> **AIM OF THE EXERCISE**: Every entry must be repeated exactly. Exclude all pictures.

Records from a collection
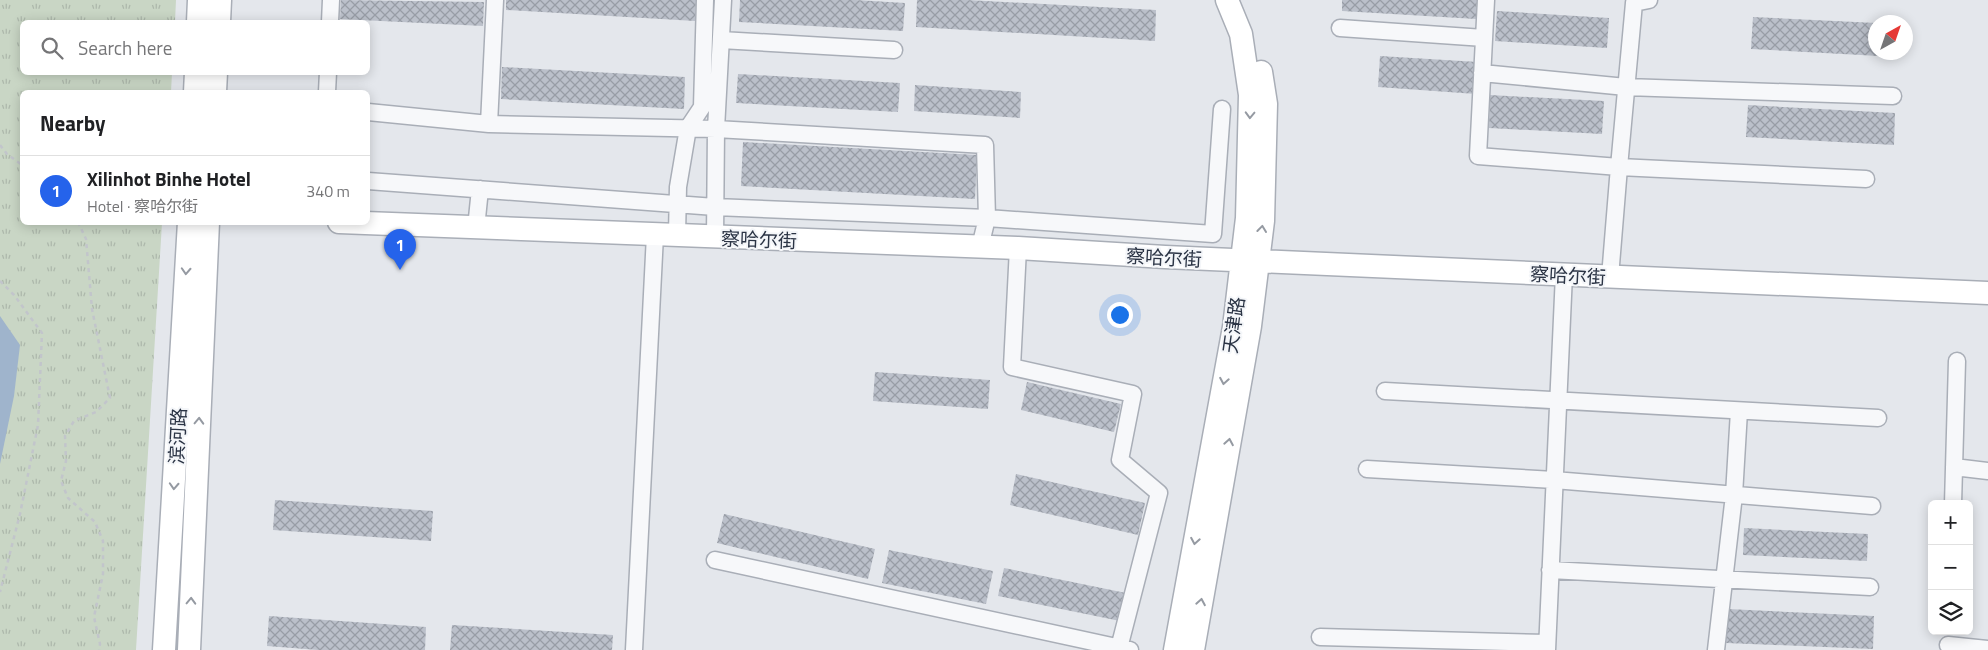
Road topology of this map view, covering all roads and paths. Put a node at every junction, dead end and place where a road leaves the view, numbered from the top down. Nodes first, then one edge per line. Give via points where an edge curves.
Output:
1 (199, 0) edge
2 (220, 0) edge
3 (331, 0) edge
4 (494, 0) edge
5 (705, 0) edge
6 (723, 0) edge
7 (1227, 0) edge
8 (1244, 0) edge
9 (1486, 0) edge
10 (1649, 0) edge
11 (198, 20) edge
12 (218, 20) edge
13 (330, 20) edge
14 (1340, 28) dead end
15 (1484, 38) junction
16 (721, 40) junction
17 (894, 50) dead end
18 (1482, 72) junction
19 (196, 75) edge
20 (216, 75) edge
21 (328, 75) edge
22 (1626, 87) junction
23 (195, 90) edge
24 (216, 90) edge
25 (327, 90) edge
26 (1893, 96) dead end
27 (1222, 109) dead end
28 (370, 112) edge
29 (489, 124) junction
30 (688, 128) junction
31 (716, 129) junction
32 (0, 145) edge
33 (20, 164) edge
34 (1619, 167) junction
35 (1866, 179) dead end
36 (370, 181) edge
37 (480, 189) junction
38 (678, 203) junction
39 (715, 207) junction
40 (987, 218) junction
41 (370, 223) edge
42 (79, 225) edge
43 (189, 225) edge
44 (208, 225) edge
45 (476, 228) junction
46 (666, 235) junction
47 (715, 237) junction
48 (980, 247) junction
49 (1018, 248) junction
50 (1250, 261) junction
51 (1564, 274) junction
52 (1610, 277) junction
53 (0, 281) edge
54 (1988, 293) edge
55 (1957, 361) dead end
56 (1385, 391) dead end
57 (1558, 401) junction
58 (1739, 411) junction
59 (1878, 418) dead end
60 (1954, 468) junction
61 (1367, 469) dead end
62 (1988, 471) edge
63 (1554, 480) junction
64 (1734, 495) junction
65 (1952, 500) edge
66 (1872, 506) dead end
67 (716, 560) dead end
68 (1550, 570) junction
69 (1724, 579) junction
70 (1870, 587) dead end
71 (0, 592) edge
72 (1320, 637) dead end
73 (1948, 642) edge
74 (1547, 647) edge
75 (1124, 649) edge
76 (1988, 649) edge
77 (99, 650) edge
78 (164, 650) edge
79 (189, 650) edge
80 (634, 650) edge
81 (1175, 650) edge
82 (1193, 650) edge
83 (1716, 650) edge

1 - 11 street
2 - 12 street
3 - 13 street
4 - 29 street
5 - 30 street via 702,106
6 - 16 street
7 -> 50 street, 天津路 via 1241,34 1250,95 1246,218
50 -> 8 street, 天津路 via 1263,221 1266,104 1254,28
9 - 15 street
10 - 22 street via 1634,3
14 - 15 street
15 - 18 street
16 - 17 street
16 - 31 street
18 - 22 street
18 - 34 street via 1478,156
19 - 23 street
20 - 24 street
21 - 25 street
22 - 26 street
22 - 34 street
27 - 40 street via 1213,234
28 - 29 street
29 - 30 street
30 - 31 street
30 - 38 street
31 - 39 street
31 - 40 street via 984,146
32 - 33 path
34 - 35 street
34 - 52 street
36 - 37 street
37 - 38 street
37 - 45 street
38 - 39 street
38 - 46 street
39 - 40 street
39 - 47 street
40 - 48 street
41 - 45 street, 察哈尔街
42 - 77 path via 86,239 92,309 110,398 96,412 74,421 65,436 66,460 61,481 68,498 96,522 103,541 103,574 94,618
43 -> 78 street, 滨河路
79 -> 44 street, 滨河路
45 - 46 street, 察哈尔街
46 - 47 street, 察哈尔街
46 - 80 street
47 - 48 street, 察哈尔街
48 - 49 street, 察哈尔街
49 - 50 street, 察哈尔街
49 - 75 street via 1012,367 1133,394 1120,460 1159,493
50 - 51 street, 察哈尔街
50 -> 81 street, 天津路 via 1234,326
82 -> 50 street, 天津路 via 1250,326
51 - 52 street, 察哈尔街
51 - 57 street
52 - 54 street, 察哈尔街
53 - 71 path via 42,332 38,425
55 - 60 street
56 - 57 street
57 - 58 street
57 - 63 street
58 - 59 street
58 - 64 street
60 - 62 street
60 - 65 street
61 - 63 street
63 - 64 street
63 - 68 street
64 - 66 street
64 - 69 street
67 - 75 street
68 - 69 street
68 - 74 street
69 - 70 street
69 - 83 street
72 - 74 street
73 - 76 street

> **REPLY**:
Road topology of this map view, covering all roads and paths. Put a node at every junction, dead end and place where a road leaves the view, numbered from the top down. Nodes first, then one edge per line. Give via points where an edge curves.
Output:
1 (199, 0) edge
2 (220, 0) edge
3 (331, 0) edge
4 (494, 0) edge
5 (705, 0) edge
6 (723, 0) edge
7 (1227, 0) edge
8 (1244, 0) edge
9 (1486, 0) edge
10 (1649, 0) edge
11 (198, 20) edge
12 (218, 20) edge
13 (330, 20) edge
14 (1340, 28) dead end
15 (1484, 38) junction
16 (721, 40) junction
17 (894, 50) dead end
18 (1482, 72) junction
19 (196, 75) edge
20 (216, 75) edge
21 (328, 75) edge
22 (1626, 87) junction
23 (195, 90) edge
24 (216, 90) edge
25 (327, 90) edge
26 (1893, 96) dead end
27 (1222, 109) dead end
28 (370, 112) edge
29 (489, 124) junction
30 (688, 128) junction
31 (716, 129) junction
32 (0, 145) edge
33 (20, 164) edge
34 (1619, 167) junction
35 (1866, 179) dead end
36 (370, 181) edge
37 (480, 189) junction
38 (678, 203) junction
39 (715, 207) junction
40 (987, 218) junction
41 (370, 223) edge
42 (79, 225) edge
43 (189, 225) edge
44 (208, 225) edge
45 (476, 228) junction
46 (666, 235) junction
47 (715, 237) junction
48 (980, 247) junction
49 (1018, 248) junction
50 (1250, 261) junction
51 (1564, 274) junction
52 (1610, 277) junction
53 (0, 281) edge
54 (1988, 293) edge
55 (1957, 361) dead end
56 (1385, 391) dead end
57 (1558, 401) junction
58 (1739, 411) junction
59 (1878, 418) dead end
60 (1954, 468) junction
61 (1367, 469) dead end
62 (1988, 471) edge
63 (1554, 480) junction
64 (1734, 495) junction
65 (1952, 500) edge
66 (1872, 506) dead end
67 (716, 560) dead end
68 (1550, 570) junction
69 (1724, 579) junction
70 (1870, 587) dead end
71 (0, 592) edge
72 (1320, 637) dead end
73 (1948, 642) edge
74 (1547, 647) edge
75 (1124, 649) edge
76 (1988, 649) edge
77 (99, 650) edge
78 (164, 650) edge
79 (189, 650) edge
80 (634, 650) edge
81 (1175, 650) edge
82 (1193, 650) edge
83 (1716, 650) edge

1 - 11 street
2 - 12 street
3 - 13 street
4 - 29 street
5 - 30 street via 702,106
6 - 16 street
7 -> 50 street, 天津路 via 1241,34 1250,95 1246,218
50 -> 8 street, 天津路 via 1263,221 1266,104 1254,28
9 - 15 street
10 - 22 street via 1634,3
14 - 15 street
15 - 18 street
16 - 17 street
16 - 31 street
18 - 22 street
18 - 34 street via 1478,156
19 - 23 street
20 - 24 street
21 - 25 street
22 - 26 street
22 - 34 street
27 - 40 street via 1213,234
28 - 29 street
29 - 30 street
30 - 31 street
30 - 38 street
31 - 39 street
31 - 40 street via 984,146
32 - 33 path
34 - 35 street
34 - 52 street
36 - 37 street
37 - 38 street
37 - 45 street
38 - 39 street
38 - 46 street
39 - 40 street
39 - 47 street
40 - 48 street
41 - 45 street, 察哈尔街
42 - 77 path via 86,239 92,309 110,398 96,412 74,421 65,436 66,460 61,481 68,498 96,522 103,541 103,574 94,618
43 -> 78 street, 滨河路
79 -> 44 street, 滨河路
45 - 46 street, 察哈尔街
46 - 47 street, 察哈尔街
46 - 80 street
47 - 48 street, 察哈尔街
48 - 49 street, 察哈尔街
49 - 50 street, 察哈尔街
49 - 75 street via 1012,367 1133,394 1120,460 1159,493
50 - 51 street, 察哈尔街
50 -> 81 street, 天津路 via 1234,326
82 -> 50 street, 天津路 via 1250,326
51 - 52 street, 察哈尔街
51 - 57 street
52 - 54 street, 察哈尔街
53 - 71 path via 42,332 38,425
55 - 60 street
56 - 57 street
57 - 58 street
57 - 63 street
58 - 59 street
58 - 64 street
60 - 62 street
60 - 65 street
61 - 63 street
63 - 64 street
63 - 68 street
64 - 66 street
64 - 69 street
67 - 75 street
68 - 69 street
68 - 74 street
69 - 70 street
69 - 83 street
72 - 74 street
73 - 76 street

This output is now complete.